For the entries below, report every line that includes the word "甘泉中路".

SUPPLIED ENTRIES START

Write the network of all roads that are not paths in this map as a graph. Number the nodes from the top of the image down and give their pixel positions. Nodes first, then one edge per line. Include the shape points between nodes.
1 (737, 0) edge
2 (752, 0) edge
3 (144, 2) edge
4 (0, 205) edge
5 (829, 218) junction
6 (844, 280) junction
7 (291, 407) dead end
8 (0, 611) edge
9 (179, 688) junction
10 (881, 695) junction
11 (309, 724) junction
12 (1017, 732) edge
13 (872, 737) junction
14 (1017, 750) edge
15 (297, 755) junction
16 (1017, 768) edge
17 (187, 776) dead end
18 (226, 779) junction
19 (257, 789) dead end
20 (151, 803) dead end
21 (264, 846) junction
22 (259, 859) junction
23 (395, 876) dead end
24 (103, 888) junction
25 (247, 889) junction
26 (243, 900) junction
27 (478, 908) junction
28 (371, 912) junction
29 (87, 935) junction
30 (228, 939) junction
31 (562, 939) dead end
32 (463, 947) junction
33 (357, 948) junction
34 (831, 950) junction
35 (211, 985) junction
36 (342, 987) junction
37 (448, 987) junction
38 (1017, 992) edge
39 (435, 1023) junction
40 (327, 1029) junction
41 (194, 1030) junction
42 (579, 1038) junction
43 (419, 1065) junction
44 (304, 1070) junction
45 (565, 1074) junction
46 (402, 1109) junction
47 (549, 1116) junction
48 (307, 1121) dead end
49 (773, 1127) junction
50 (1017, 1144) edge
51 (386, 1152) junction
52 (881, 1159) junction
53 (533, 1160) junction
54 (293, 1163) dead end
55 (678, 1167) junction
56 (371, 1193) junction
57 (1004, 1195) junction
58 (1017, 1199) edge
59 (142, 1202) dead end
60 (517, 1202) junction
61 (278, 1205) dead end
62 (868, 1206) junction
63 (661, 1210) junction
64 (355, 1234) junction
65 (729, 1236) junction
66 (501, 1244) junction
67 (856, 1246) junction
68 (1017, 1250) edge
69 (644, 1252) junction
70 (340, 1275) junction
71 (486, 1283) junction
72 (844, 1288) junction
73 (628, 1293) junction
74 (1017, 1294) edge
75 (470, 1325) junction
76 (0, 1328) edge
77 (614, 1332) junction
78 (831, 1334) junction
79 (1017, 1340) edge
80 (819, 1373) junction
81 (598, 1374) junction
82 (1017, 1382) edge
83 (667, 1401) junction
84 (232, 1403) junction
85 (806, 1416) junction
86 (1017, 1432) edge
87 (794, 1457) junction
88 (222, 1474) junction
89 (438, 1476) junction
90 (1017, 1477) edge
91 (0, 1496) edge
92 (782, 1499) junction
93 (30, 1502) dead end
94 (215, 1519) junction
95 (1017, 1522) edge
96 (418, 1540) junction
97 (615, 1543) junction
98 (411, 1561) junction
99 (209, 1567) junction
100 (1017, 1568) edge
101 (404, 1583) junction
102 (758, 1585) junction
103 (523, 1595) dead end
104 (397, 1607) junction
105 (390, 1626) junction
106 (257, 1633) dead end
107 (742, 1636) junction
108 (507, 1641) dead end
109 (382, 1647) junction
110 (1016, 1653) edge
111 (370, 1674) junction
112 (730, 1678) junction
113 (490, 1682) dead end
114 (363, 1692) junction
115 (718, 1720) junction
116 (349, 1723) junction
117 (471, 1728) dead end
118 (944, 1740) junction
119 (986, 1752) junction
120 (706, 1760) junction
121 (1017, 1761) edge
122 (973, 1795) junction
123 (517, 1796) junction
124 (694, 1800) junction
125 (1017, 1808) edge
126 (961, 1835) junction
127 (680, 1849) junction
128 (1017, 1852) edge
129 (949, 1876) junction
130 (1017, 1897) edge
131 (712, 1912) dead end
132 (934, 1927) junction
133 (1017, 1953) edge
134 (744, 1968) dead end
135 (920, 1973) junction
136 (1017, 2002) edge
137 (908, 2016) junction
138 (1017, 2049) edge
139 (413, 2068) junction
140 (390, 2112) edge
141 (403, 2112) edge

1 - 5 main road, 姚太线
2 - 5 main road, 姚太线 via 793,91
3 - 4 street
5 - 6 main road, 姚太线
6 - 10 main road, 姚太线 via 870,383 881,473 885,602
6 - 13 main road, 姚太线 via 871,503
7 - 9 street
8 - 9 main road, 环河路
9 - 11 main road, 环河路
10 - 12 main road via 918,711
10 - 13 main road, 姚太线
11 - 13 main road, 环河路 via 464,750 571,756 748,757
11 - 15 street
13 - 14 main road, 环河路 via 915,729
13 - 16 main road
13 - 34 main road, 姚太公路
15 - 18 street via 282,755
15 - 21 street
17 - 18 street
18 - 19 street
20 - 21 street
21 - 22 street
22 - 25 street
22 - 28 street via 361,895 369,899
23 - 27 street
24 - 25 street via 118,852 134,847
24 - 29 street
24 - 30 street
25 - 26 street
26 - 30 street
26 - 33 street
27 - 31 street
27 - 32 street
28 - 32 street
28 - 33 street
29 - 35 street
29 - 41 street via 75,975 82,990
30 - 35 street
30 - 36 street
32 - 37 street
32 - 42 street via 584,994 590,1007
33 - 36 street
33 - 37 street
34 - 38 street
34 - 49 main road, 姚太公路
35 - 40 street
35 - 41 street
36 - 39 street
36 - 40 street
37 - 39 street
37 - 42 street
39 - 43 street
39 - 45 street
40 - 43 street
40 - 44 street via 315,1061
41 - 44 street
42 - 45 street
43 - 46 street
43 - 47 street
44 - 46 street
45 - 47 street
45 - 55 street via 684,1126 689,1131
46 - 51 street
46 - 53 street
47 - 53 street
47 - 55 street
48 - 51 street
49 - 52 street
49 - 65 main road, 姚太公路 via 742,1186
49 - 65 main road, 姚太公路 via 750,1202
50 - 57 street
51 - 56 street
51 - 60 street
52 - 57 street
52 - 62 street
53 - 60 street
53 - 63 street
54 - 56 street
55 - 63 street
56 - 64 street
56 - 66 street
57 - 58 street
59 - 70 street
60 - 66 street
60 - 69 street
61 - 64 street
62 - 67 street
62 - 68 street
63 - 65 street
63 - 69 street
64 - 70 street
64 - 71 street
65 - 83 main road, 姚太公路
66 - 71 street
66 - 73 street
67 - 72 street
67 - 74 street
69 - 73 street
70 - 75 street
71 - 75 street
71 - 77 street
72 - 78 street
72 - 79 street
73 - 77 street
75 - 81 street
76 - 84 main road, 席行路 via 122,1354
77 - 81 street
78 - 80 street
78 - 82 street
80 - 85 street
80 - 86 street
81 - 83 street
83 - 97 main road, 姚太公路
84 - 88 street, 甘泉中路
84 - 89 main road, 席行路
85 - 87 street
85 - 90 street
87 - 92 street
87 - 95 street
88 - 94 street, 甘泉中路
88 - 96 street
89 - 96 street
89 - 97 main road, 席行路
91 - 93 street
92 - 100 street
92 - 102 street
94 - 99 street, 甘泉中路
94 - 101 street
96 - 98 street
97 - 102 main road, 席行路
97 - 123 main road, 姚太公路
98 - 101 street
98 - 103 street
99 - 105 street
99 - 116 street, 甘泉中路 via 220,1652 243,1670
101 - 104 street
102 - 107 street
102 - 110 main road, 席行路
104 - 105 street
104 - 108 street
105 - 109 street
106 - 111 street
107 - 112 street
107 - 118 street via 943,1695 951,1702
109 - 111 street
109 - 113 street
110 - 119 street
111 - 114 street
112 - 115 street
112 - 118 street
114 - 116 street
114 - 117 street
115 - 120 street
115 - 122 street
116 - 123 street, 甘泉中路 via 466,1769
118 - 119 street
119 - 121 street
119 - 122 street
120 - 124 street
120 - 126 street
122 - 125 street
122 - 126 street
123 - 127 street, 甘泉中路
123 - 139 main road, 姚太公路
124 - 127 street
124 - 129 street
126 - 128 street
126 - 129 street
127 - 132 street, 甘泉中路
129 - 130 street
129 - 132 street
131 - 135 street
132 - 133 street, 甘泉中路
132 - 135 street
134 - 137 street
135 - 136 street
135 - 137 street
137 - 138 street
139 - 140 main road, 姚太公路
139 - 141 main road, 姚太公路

SUPPLIED ENTRIES END

SOLUTION TO THE EXERCISE:
84 - 88 street, 甘泉中路
88 - 94 street, 甘泉中路
94 - 99 street, 甘泉中路
99 - 116 street, 甘泉中路 via 220,1652 243,1670
116 - 123 street, 甘泉中路 via 466,1769
123 - 127 street, 甘泉中路
127 - 132 street, 甘泉中路
132 - 133 street, 甘泉中路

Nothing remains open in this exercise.